Launching his party’s campaign for this month’s European elections, the Labour leader insisted the “option of a public vote” on any deal agreed between the Government and the EU should remain on the table. He also refused to apologise for Labour’s confusing stance over the UK’s departure. “It’s said that Labour is trying to offer something to everyone over Brexit. I make no apology for that,” he said. Mr Corbyn promised that his party was taking the European elections on May 23 seriously during the campaign launch in Chatham, Kent.
But he faced questions from local Labour activists concerned that the party’s refusal to rule out a second referendum had infuriated many voters.

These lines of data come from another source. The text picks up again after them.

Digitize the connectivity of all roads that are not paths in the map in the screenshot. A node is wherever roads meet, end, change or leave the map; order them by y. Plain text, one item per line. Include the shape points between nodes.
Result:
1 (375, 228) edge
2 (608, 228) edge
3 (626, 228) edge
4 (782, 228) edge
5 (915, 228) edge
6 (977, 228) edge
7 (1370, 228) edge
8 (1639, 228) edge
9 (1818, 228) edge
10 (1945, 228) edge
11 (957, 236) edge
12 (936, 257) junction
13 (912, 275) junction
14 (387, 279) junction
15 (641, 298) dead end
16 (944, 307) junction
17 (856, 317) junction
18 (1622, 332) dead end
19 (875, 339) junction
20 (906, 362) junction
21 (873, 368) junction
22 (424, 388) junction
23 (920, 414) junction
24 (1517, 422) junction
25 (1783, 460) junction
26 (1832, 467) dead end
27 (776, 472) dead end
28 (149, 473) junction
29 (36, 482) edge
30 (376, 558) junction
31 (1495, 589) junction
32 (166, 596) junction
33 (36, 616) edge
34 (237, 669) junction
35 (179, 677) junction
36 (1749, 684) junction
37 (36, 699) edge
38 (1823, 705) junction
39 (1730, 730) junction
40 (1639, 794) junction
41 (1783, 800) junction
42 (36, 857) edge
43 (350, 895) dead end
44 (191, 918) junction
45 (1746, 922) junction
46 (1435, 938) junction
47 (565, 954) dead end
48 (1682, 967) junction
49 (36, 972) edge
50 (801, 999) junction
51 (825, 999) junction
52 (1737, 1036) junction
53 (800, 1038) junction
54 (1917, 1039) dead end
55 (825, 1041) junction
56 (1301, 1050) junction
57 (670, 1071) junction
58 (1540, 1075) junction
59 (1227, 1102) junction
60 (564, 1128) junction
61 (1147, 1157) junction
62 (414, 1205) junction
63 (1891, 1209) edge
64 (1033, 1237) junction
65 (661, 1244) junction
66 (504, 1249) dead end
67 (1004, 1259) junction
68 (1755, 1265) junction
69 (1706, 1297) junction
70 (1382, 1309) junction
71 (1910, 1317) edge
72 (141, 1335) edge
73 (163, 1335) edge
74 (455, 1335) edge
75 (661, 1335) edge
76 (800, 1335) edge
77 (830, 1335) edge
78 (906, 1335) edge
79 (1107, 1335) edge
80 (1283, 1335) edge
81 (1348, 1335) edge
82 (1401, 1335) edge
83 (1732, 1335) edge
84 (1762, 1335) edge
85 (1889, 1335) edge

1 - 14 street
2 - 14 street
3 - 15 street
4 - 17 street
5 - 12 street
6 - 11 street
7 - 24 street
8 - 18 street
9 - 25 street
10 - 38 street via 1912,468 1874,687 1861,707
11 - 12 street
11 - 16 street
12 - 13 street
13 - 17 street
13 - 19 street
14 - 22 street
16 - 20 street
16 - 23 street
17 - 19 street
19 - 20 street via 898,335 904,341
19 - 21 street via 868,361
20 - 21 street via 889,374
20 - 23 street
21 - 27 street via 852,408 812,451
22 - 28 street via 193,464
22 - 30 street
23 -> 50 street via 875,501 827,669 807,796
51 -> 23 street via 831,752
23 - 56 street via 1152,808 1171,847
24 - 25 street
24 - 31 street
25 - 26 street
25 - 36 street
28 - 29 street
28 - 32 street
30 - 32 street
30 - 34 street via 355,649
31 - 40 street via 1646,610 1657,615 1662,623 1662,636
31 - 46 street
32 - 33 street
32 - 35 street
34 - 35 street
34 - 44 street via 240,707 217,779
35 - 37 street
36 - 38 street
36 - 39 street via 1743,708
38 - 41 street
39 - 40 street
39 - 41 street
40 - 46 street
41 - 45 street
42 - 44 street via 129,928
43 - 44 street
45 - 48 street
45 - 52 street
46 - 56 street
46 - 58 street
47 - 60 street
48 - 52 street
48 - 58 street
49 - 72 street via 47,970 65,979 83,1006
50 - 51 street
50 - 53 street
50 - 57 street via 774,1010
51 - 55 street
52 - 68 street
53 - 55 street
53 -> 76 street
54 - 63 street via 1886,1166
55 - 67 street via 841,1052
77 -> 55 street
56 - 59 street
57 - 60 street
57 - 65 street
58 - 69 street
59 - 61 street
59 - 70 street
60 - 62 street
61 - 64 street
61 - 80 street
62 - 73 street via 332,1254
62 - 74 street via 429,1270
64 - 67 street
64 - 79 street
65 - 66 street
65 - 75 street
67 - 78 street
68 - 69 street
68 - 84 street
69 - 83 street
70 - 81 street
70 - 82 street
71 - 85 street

One activist warned that ignoring the Leave vote of more than 17 million was at odds with democracy.
Another told the Labour leader: “While I was out campaigning, there were many people who were angry that Brexit didn’t happen and they would rather have no deal.”
Labour’s manifesto for the elections offered little hope for Theresa May in her quest to thrash out a cross-party Brexit deal.
Mr Corbyn pointed out that the Labour Party conference had agreed “that we should include the option of having a ballot on a public vote on the outcome of the talks and negotiations on what we’re putting forward”.
The Labour leader said: “I would want that to be seen as a healing process, and bringing this whole process to a conclusion.
But Tosh McDonald, president of Labour supporting rail union Aslef, yesterday said: “People are fed up of referendums because it’s the last thing the country needs. We need to bring Britain back together.”
Speaking of cross-party talks with Mrs May, Mr Corbyn said: “So far in those talks, there has been no big offer, and the red lines remain.”
Downing Street officials said that further talks will be held next week.
Mrs May’s spokesman said: “Clearly there remain outstanding matters that need to be nailed down.”